Population and Pressure Politics

In its general, ill-defined sense, “pressure politics” was introduced by whichever hominid first realized that the easiest way to influence his leader was to gather a few malcontent males to look intimidating so that the leader decided, Ok, yeah, you guys are right, we’ll move to the next valley in search of food even though my harem likes this valley because it’s close to the river. No violence or mass revolt needed. The threat of it works fine, too.

In a more concrete sense, pressure politics could only have been invented in a democratic society powered by mass media. Wikipedia tells us that its origins are most commonly associated with 20th century social reform movements—specifically, the temperance movement, the most utopian of all progressive movements. And the master of pressure politics from the  social reform era was Wayne Wheeler, the architect of Prohibition:

Discovering the power of utilizing mass media to exert pressure on politicians is usually attributed to Wayne Wheeler, the de facto leader of the Anti-Saloon League. Under his mentorship, a number of skilled practitioners of pressure politics emerged within the league. One leader of the league testified that prior to [Prohibition’s] passage in Congress, he had compiled a list of 13,000 business people who supported Prohibition. They were then given their instructions at the crucial time:

“We blocked the telegraph wires in Congress for three days. One of our friends sent seventy- five telegrams, each signed differently with the name of one his subordinates. The campaign was successful. Congress surrendered. The first to bear the white flag was Senator Warren Harding of Ohio. He told us frankly he was opposed to the amendment, but since it was apparent from the telegrams that the business world was demanding it, he would submerge his own opinion and vote for submission.

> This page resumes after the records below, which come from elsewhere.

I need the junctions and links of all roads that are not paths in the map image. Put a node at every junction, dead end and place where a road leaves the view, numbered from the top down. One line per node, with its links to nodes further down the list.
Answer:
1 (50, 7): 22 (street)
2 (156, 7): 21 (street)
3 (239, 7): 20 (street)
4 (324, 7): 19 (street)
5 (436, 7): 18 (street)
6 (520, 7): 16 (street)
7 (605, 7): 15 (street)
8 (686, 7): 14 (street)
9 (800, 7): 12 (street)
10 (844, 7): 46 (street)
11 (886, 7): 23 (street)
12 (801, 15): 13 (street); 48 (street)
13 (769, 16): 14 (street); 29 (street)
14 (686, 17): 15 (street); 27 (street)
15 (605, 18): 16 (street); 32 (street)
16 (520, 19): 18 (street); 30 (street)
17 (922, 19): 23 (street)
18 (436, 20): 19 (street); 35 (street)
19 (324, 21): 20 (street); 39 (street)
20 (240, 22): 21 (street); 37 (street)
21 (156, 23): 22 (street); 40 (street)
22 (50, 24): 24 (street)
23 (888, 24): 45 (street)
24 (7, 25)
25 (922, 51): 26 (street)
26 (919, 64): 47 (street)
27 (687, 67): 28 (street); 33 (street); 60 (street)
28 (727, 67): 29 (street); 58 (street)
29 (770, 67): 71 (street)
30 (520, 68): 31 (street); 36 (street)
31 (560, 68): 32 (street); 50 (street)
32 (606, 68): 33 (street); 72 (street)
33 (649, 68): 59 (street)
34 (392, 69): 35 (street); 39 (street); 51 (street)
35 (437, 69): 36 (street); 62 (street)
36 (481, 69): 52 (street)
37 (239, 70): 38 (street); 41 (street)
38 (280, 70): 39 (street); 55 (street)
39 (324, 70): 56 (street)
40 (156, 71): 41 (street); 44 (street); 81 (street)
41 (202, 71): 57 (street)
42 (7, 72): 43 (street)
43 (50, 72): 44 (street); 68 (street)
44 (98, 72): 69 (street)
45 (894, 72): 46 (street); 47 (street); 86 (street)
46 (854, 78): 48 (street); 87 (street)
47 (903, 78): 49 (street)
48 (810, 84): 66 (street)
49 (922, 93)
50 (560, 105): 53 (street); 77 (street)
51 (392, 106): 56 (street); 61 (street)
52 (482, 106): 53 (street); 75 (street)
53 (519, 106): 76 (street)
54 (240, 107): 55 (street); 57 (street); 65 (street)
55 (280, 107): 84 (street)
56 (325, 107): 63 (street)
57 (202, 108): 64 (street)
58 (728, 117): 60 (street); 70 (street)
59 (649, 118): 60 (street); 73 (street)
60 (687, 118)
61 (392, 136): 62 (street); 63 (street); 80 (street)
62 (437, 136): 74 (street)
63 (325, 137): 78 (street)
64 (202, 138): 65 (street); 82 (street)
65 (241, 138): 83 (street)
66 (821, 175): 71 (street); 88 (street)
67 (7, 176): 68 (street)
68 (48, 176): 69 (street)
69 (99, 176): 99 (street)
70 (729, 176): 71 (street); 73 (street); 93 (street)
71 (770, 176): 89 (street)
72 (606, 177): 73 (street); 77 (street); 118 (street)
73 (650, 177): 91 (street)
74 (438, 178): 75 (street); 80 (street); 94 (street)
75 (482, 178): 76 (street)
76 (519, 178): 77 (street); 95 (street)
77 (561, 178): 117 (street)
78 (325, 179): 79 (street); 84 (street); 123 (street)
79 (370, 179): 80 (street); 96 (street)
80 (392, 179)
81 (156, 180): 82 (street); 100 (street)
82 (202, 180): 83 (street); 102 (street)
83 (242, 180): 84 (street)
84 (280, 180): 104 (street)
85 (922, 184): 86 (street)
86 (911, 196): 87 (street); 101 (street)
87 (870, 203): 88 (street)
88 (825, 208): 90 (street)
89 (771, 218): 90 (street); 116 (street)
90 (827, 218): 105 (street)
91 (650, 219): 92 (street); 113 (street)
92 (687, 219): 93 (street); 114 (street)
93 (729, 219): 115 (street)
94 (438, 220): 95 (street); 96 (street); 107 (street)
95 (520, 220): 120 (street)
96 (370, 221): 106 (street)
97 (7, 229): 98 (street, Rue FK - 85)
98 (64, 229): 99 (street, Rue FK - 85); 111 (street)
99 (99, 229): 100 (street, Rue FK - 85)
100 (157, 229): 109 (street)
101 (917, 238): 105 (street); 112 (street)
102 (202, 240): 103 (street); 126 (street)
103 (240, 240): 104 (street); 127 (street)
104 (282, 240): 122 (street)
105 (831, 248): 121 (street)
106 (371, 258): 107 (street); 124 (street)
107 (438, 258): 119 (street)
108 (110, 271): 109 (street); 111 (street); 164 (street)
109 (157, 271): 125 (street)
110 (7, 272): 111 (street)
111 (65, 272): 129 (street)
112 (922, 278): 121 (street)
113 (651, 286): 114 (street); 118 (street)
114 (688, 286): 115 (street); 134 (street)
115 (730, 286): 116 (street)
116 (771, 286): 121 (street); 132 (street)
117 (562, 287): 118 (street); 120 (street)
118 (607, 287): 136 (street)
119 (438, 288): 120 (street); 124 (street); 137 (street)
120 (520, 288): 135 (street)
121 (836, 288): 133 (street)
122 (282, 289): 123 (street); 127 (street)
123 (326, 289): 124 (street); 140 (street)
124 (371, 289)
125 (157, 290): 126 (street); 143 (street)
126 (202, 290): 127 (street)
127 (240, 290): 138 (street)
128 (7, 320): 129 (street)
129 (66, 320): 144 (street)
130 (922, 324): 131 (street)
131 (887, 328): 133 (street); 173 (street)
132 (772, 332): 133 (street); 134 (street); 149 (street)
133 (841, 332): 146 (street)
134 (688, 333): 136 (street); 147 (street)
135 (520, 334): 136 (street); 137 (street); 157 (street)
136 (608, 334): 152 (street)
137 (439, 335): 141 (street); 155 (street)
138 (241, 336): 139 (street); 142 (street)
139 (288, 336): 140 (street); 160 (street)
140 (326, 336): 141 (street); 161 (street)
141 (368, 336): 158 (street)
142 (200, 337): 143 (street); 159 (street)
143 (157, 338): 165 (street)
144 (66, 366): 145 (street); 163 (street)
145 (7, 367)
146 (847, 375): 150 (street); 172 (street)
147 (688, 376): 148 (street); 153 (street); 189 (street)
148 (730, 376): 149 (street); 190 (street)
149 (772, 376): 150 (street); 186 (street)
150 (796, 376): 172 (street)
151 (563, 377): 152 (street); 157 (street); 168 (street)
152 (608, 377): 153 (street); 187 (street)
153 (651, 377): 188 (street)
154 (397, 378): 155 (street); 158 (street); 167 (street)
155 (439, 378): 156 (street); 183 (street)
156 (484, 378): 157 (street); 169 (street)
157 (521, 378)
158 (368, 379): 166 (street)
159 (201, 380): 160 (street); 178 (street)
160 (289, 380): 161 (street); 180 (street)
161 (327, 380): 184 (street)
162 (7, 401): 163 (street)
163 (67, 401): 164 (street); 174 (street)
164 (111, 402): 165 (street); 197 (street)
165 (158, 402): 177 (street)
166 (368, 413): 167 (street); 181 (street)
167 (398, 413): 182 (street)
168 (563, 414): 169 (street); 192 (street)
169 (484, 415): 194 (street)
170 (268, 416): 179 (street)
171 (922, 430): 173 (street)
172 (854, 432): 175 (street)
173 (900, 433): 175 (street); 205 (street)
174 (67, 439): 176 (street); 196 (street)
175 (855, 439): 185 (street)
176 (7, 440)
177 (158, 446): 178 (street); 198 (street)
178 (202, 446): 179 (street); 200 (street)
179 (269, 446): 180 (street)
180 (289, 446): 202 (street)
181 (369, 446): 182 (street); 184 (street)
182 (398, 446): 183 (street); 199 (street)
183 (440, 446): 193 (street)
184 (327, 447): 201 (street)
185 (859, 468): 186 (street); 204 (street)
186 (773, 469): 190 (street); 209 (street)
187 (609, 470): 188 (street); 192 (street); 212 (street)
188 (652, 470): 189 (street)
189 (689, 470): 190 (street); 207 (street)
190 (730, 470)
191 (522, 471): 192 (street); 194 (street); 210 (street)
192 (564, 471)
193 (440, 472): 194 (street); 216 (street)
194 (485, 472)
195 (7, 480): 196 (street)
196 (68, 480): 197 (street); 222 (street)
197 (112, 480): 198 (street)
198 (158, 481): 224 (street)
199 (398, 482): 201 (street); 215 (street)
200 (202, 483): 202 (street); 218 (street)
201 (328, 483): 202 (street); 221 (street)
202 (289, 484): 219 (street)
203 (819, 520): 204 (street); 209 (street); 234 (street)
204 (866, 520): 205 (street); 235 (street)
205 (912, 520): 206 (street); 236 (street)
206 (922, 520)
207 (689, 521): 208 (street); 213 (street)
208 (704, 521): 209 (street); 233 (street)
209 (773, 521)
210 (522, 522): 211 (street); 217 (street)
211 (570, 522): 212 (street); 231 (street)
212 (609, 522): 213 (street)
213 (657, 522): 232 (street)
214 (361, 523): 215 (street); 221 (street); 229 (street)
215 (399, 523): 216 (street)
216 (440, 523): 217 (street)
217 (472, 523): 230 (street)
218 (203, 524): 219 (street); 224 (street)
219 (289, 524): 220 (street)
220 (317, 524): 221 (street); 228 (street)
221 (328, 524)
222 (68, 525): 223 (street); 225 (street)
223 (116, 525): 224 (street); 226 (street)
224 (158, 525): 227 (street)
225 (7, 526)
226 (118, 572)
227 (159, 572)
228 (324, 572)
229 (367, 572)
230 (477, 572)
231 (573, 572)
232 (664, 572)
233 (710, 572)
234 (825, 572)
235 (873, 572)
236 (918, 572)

Politicians in a democracy are like willow reeds. The lightest breeze, they bend that direction. That is a feature, not a bug, of democratic politics more generally. Whoever can channel the breeze can control the entire political climate and eventually cause a typhoon.

In less metaphorical terms, 20th century progressives realized, quite brilliantly, that the pressure in pressure politics can do its work without actually assembling that much pressure. (Just a few malcontents can look intimidating.) The appearance of pressure—the appearance that ‘the people’ want something—is far more important than the substance. To make it appear as though the people want something, you don’t need the people. You just need the rhetorical construct and 13,000 businessmen with varying degrees of sympathy to your cause. Not even the businessmen. Just their names, per Wheeler.


Take any national population. Only a certain percentage of it will care enough about politics to involve themselves in politics in any way. Only a certain percentage of that percentage will be committed enough to become persistent activists.

In the past, when most of the population was busy tending gardens, raising livestock, and feeding itself, not many people got involved in politics. Today, much of the population is no longer busy, so we can expect an increase in the number of people getting involved in politics, but still, most people don’t get involved, and the statistical limitations noted above are still in effect.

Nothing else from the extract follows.